Study material: Begin

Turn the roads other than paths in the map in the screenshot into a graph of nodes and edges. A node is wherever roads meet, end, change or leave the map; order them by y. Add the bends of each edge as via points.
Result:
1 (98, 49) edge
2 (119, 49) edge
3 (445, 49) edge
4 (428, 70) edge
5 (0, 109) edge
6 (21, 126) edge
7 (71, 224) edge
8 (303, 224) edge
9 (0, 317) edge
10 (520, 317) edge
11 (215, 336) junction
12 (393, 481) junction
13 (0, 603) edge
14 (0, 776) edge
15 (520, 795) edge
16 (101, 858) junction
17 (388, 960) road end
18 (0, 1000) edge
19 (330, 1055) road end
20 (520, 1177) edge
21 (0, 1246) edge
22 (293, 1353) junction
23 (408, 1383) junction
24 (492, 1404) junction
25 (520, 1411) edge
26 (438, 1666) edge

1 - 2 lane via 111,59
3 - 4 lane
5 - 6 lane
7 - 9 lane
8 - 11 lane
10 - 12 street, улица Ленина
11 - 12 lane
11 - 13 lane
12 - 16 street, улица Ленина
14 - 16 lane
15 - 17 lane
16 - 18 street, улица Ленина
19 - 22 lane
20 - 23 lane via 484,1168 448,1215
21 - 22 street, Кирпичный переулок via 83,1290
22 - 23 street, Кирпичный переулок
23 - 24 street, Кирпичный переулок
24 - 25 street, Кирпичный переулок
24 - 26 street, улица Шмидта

Study material: End

▶ _Your task_
Every record in the material above should be set down exactly.

▶ _Answer to this exercise_
Turn the roads other than paths in the map in the screenshot into a graph of nodes and edges. A node is wherever roads meet, end, change or leave the map; order them by y. Add the bends of each edge as via points.
Result:
1 (98, 49) edge
2 (119, 49) edge
3 (445, 49) edge
4 (428, 70) edge
5 (0, 109) edge
6 (21, 126) edge
7 (71, 224) edge
8 (303, 224) edge
9 (0, 317) edge
10 (520, 317) edge
11 (215, 336) junction
12 (393, 481) junction
13 (0, 603) edge
14 (0, 776) edge
15 (520, 795) edge
16 (101, 858) junction
17 (388, 960) road end
18 (0, 1000) edge
19 (330, 1055) road end
20 (520, 1177) edge
21 (0, 1246) edge
22 (293, 1353) junction
23 (408, 1383) junction
24 (492, 1404) junction
25 (520, 1411) edge
26 (438, 1666) edge

1 - 2 lane via 111,59
3 - 4 lane
5 - 6 lane
7 - 9 lane
8 - 11 lane
10 - 12 street, улица Ленина
11 - 12 lane
11 - 13 lane
12 - 16 street, улица Ленина
14 - 16 lane
15 - 17 lane
16 - 18 street, улица Ленина
19 - 22 lane
20 - 23 lane via 484,1168 448,1215
21 - 22 street, Кирпичный переулок via 83,1290
22 - 23 street, Кирпичный переулок
23 - 24 street, Кирпичный переулок
24 - 25 street, Кирпичный переулок
24 - 26 street, улица Шмидта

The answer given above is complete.